_Task_: Show me every line in the listing that has the word "lane".

_Source records_:
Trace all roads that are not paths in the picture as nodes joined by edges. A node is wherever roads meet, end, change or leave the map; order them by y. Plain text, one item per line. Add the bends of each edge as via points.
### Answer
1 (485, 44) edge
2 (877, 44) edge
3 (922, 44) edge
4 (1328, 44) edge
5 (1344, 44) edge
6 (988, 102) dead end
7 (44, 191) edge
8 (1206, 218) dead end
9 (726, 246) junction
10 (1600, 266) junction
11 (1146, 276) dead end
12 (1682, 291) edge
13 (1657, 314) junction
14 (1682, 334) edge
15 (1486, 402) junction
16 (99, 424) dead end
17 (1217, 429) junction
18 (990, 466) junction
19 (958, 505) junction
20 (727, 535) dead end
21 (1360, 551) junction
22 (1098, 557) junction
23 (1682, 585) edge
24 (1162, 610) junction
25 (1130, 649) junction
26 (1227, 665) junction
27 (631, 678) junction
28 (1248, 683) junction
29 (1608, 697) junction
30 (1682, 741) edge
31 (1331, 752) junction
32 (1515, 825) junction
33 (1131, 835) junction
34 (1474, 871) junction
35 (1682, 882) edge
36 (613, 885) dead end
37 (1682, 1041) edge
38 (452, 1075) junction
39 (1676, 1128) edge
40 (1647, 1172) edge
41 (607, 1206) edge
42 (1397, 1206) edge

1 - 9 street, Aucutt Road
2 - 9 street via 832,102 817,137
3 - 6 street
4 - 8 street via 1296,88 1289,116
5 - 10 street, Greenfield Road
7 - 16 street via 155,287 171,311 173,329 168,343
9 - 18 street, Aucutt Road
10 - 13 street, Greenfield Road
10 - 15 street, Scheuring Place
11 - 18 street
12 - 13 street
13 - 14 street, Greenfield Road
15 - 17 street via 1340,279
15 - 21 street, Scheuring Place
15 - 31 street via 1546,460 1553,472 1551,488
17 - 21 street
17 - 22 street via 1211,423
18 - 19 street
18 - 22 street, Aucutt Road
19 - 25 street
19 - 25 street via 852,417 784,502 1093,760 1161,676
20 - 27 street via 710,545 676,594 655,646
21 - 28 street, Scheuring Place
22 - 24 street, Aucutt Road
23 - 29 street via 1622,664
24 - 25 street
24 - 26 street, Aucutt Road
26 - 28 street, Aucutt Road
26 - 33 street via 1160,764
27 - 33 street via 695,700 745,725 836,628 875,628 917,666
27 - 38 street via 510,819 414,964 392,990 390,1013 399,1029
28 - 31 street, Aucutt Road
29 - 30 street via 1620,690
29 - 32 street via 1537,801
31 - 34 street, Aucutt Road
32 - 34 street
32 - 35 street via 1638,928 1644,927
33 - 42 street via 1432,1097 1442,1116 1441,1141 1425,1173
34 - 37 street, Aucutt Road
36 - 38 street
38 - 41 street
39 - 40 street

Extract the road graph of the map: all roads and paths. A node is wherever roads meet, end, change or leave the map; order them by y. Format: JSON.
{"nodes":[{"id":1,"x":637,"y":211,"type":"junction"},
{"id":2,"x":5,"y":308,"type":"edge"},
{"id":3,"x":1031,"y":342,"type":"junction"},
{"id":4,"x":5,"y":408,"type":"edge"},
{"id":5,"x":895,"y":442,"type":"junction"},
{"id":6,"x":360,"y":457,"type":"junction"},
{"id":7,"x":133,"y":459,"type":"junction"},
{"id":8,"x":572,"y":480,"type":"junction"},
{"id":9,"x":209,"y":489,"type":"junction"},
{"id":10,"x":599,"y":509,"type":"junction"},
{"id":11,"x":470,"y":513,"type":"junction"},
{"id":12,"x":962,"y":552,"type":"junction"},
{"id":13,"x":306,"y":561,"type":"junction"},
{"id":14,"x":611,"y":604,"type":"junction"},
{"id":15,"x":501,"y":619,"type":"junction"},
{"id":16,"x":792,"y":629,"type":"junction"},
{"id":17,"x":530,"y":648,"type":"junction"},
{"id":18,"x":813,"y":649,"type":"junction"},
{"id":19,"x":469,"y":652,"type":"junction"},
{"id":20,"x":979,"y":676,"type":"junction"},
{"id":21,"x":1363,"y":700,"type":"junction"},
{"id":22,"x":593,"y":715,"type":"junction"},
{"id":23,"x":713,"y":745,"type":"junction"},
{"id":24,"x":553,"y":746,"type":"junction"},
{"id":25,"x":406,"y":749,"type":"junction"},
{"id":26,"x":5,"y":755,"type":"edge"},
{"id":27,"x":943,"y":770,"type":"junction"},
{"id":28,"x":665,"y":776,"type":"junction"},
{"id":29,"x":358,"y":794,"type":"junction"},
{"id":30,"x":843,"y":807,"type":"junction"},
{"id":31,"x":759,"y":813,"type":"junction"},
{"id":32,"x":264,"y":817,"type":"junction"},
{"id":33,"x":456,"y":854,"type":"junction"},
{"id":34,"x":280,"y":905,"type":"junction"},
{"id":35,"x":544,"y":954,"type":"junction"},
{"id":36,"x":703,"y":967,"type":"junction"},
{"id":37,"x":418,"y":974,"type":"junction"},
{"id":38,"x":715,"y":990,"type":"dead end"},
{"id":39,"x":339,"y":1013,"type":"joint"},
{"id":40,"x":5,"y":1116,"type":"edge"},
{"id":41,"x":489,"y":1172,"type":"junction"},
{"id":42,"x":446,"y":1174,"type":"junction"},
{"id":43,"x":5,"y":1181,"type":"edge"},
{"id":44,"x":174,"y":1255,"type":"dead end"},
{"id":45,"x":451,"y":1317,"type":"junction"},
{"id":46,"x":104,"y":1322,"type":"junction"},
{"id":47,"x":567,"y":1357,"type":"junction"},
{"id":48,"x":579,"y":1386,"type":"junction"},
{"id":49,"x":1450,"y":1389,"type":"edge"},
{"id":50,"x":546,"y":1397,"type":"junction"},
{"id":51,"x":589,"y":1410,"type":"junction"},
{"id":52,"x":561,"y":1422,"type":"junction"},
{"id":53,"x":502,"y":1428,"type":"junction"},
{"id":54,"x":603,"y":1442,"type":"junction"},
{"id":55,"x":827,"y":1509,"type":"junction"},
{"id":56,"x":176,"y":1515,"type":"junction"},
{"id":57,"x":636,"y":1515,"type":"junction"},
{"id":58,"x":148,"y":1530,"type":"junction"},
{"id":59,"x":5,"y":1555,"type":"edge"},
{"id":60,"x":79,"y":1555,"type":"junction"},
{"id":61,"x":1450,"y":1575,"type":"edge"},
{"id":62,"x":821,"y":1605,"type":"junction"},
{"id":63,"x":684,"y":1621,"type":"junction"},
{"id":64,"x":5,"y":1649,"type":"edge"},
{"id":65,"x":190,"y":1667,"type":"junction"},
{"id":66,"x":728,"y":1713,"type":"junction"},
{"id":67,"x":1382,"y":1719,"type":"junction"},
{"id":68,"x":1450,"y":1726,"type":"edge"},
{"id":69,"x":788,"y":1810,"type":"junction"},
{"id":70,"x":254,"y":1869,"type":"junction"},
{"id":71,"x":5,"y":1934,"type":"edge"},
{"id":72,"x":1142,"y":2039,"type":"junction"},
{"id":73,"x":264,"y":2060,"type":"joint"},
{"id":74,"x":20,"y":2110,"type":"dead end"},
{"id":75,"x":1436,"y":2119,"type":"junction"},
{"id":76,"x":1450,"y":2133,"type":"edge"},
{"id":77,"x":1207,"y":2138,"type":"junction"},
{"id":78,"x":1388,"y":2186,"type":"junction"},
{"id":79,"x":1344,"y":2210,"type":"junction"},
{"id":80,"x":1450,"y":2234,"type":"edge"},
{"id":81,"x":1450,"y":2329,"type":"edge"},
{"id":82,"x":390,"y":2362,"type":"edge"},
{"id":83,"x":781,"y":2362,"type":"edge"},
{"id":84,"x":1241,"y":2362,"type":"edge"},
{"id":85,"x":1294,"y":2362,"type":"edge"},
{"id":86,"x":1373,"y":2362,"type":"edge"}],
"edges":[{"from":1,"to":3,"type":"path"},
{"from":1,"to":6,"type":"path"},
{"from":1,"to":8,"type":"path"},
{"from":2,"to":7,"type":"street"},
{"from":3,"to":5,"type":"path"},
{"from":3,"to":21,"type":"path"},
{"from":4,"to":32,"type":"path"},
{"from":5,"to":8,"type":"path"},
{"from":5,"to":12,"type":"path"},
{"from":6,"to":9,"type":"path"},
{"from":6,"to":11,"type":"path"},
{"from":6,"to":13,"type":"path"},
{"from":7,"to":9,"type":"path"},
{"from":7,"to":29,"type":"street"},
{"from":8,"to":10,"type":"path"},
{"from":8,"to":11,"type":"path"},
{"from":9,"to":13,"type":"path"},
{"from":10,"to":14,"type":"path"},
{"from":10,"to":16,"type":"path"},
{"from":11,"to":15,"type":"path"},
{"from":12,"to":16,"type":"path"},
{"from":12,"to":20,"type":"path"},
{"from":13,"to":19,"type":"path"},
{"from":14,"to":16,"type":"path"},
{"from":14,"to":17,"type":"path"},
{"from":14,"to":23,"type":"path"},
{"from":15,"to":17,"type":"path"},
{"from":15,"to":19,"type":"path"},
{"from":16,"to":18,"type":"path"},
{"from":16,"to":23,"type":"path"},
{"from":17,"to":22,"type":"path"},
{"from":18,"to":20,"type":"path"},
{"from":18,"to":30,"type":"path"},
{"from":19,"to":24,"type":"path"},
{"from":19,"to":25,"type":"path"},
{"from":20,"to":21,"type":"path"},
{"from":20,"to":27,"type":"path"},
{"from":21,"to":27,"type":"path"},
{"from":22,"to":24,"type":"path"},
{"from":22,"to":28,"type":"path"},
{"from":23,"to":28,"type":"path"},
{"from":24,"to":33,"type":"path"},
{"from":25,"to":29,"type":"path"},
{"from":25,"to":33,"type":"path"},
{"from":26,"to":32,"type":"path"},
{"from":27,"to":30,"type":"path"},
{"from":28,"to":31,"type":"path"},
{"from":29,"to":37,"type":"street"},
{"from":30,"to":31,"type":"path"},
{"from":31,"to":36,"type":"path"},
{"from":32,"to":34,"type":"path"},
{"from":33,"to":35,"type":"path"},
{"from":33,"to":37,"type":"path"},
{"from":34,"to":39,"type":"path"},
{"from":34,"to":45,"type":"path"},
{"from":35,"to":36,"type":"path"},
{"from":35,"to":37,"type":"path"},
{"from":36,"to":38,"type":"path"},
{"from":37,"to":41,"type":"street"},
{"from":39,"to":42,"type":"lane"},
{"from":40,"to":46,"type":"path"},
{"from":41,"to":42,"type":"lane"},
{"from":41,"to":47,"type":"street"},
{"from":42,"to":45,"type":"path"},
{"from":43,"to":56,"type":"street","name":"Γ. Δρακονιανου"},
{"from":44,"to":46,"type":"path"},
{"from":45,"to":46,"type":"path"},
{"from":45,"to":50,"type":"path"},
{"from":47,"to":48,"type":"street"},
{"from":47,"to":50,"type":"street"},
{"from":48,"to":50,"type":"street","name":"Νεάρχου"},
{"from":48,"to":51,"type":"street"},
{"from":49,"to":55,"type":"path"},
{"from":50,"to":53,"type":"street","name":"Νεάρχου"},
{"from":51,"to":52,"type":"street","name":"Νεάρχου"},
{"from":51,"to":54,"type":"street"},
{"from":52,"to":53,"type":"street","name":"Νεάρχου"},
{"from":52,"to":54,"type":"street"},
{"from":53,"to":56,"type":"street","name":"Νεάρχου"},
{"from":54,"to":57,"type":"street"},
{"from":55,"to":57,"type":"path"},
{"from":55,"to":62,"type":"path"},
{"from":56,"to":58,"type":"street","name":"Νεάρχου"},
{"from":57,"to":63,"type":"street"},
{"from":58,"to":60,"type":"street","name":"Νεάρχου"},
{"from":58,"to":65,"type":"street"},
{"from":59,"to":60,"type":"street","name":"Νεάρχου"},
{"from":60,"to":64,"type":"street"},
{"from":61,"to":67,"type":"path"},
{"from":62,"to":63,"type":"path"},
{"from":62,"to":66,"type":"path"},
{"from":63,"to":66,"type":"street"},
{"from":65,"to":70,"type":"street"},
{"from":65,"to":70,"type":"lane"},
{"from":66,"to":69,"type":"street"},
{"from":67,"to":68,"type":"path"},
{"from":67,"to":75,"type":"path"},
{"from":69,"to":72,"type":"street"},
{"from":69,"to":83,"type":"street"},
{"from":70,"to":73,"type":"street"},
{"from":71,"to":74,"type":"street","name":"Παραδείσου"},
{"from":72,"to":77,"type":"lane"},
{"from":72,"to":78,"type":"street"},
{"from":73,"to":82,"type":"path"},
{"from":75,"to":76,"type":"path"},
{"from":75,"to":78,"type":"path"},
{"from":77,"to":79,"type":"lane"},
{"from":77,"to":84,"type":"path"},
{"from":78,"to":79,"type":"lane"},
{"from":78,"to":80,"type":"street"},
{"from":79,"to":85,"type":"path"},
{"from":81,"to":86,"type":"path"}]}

_Answer below_:
{"from":39,"to":42,"type":"lane"},
{"from":41,"to":42,"type":"lane"},
{"from":65,"to":70,"type":"lane"},
{"from":72,"to":77,"type":"lane"},
{"from":77,"to":79,"type":"lane"},
{"from":78,"to":79,"type":"lane"},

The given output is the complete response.